Die Besitzer schon vorhandener und genehmigter Jagdgatter bekamen 15 Jahre lang, bis zum 28. Oktober 2014, Zeit, den Zaun um ihr Jagdgebiet abzureißen.
Der Gesetzgeber ging bereits in den 90er-Jahren davon aus, dass Wildhaltung in einem Gatter, in dem mehr Tiere als in freier Wildbahn zusammen leben und gefüttert werden, nicht artgerecht ist.
Tobias Langguth, Naturschutzreferent des BUND in Schleswig-Holstein, kritisiert, dass die von Bismarcks an ihrem Jagdgatter festhalten. Es wirke, als erwarte die Familie eine Sonderbehandlung vor dem Gesetz und das sei „einer Republik nicht angemessen“.
Langguth hält das Verbot für richtig.
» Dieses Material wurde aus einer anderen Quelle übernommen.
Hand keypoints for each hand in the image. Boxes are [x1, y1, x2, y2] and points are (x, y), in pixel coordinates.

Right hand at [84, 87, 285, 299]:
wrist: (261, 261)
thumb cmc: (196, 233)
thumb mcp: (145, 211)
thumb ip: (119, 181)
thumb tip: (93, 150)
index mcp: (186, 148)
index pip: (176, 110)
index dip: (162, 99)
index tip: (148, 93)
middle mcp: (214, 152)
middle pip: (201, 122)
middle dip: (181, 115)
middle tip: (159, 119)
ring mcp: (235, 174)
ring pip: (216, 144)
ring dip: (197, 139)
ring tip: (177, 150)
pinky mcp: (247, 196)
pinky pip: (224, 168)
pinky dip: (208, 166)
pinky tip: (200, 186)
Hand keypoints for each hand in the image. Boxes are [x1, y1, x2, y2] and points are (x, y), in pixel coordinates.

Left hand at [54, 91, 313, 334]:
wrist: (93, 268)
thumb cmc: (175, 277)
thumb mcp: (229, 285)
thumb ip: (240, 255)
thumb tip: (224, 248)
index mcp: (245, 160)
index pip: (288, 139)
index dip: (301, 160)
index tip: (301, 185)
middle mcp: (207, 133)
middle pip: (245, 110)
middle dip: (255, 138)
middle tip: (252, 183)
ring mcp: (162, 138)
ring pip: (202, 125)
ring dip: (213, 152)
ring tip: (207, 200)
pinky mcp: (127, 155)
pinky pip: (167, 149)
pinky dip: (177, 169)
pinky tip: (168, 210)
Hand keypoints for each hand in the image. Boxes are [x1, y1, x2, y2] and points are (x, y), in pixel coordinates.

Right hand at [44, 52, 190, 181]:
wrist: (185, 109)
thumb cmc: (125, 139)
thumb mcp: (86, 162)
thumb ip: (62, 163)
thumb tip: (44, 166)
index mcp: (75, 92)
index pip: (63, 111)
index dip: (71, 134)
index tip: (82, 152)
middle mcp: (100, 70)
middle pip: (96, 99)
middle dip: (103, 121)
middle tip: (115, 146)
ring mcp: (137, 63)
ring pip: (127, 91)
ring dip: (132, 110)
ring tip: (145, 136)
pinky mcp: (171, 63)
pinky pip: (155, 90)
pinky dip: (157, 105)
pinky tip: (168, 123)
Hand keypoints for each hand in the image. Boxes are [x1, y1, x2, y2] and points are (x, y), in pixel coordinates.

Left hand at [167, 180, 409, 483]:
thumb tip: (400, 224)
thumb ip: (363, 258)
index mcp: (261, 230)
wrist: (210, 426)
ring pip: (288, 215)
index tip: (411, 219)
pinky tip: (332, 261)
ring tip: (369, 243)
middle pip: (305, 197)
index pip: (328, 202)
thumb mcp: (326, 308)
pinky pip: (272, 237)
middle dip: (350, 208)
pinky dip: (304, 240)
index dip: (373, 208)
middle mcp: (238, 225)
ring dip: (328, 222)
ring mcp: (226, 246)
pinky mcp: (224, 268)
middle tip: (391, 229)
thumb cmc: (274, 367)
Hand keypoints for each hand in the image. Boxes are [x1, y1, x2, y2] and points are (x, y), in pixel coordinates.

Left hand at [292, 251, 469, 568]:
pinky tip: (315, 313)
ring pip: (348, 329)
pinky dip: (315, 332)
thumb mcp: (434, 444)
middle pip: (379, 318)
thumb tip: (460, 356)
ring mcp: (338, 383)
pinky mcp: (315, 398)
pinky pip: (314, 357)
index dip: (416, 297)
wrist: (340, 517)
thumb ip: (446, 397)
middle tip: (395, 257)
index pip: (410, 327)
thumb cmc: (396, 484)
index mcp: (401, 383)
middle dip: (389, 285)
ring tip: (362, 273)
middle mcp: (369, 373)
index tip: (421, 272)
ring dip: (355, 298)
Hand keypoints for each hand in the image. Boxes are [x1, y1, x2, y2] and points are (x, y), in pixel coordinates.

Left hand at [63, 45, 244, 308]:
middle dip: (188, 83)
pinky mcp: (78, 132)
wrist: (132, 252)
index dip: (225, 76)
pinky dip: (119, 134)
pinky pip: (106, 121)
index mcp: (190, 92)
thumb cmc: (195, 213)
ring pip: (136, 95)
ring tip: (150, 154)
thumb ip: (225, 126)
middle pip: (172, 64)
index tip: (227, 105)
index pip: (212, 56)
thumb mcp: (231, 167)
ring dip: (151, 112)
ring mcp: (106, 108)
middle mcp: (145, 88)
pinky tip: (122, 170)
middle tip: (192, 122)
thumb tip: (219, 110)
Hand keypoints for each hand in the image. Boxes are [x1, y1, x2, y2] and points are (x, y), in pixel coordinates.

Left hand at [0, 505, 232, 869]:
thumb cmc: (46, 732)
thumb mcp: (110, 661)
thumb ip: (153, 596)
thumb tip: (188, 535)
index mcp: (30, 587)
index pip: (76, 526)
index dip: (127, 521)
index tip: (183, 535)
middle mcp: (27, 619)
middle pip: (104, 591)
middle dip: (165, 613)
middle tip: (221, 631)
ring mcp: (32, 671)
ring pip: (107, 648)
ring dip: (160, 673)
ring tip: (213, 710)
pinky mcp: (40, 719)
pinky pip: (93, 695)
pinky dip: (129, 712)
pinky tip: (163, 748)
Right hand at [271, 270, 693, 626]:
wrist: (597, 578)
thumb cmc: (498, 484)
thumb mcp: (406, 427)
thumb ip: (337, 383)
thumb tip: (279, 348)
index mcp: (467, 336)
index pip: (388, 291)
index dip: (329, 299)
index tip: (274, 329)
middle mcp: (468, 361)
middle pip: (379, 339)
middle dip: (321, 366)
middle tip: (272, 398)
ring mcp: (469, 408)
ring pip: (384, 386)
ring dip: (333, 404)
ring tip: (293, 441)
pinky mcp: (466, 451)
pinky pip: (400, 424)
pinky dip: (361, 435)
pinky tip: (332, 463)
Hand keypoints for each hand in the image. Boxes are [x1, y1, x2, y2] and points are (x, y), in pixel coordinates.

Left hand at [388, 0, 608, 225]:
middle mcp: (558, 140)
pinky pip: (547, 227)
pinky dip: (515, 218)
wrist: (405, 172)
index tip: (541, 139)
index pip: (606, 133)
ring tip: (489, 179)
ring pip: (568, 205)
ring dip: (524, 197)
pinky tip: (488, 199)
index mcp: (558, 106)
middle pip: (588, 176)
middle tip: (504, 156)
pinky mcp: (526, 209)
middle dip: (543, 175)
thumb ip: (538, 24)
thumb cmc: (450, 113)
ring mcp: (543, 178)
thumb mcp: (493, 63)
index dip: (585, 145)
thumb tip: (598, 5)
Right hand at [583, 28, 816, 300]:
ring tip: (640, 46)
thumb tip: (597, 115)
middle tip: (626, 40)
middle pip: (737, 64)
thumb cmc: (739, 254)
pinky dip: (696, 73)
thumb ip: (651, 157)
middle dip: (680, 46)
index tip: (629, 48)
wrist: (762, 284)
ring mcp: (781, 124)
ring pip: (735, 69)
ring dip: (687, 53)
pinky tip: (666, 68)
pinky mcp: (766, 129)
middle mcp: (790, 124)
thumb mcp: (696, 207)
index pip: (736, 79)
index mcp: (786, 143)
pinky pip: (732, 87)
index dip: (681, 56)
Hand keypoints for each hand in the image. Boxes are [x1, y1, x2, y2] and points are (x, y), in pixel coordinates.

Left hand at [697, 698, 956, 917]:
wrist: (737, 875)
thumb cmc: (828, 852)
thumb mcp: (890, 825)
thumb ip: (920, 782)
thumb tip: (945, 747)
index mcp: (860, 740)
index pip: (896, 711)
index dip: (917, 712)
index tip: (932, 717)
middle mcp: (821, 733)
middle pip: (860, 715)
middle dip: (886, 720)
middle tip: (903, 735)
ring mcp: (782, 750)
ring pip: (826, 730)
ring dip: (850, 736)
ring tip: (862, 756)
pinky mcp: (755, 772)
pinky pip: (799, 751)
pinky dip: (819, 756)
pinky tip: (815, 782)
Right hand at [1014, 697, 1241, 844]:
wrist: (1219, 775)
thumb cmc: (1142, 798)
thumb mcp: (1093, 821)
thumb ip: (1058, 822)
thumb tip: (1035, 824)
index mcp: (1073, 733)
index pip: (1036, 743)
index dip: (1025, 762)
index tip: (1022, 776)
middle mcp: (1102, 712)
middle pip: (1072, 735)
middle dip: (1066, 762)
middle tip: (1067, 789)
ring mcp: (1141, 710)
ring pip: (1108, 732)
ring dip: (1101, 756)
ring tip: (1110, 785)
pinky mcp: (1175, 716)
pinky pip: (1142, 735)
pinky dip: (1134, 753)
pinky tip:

Heute diene die Jagd nicht mehr dem Zweck, Trophäen zu schießen und dem persönlichen Vergnügen zu frönen, sondern sei ein Instrument des Wald- und Naturschutzes. „Ein notwendiges Übel“, sagt Langguth. Gerade jetzt säßen viele erfahrene Jäger frierend auf den Hochsitzen und warteten darauf, dass eine Gruppe Rehe oder Wildschweine vorbeikomme. Spaß mache das nicht, sagt Langguth.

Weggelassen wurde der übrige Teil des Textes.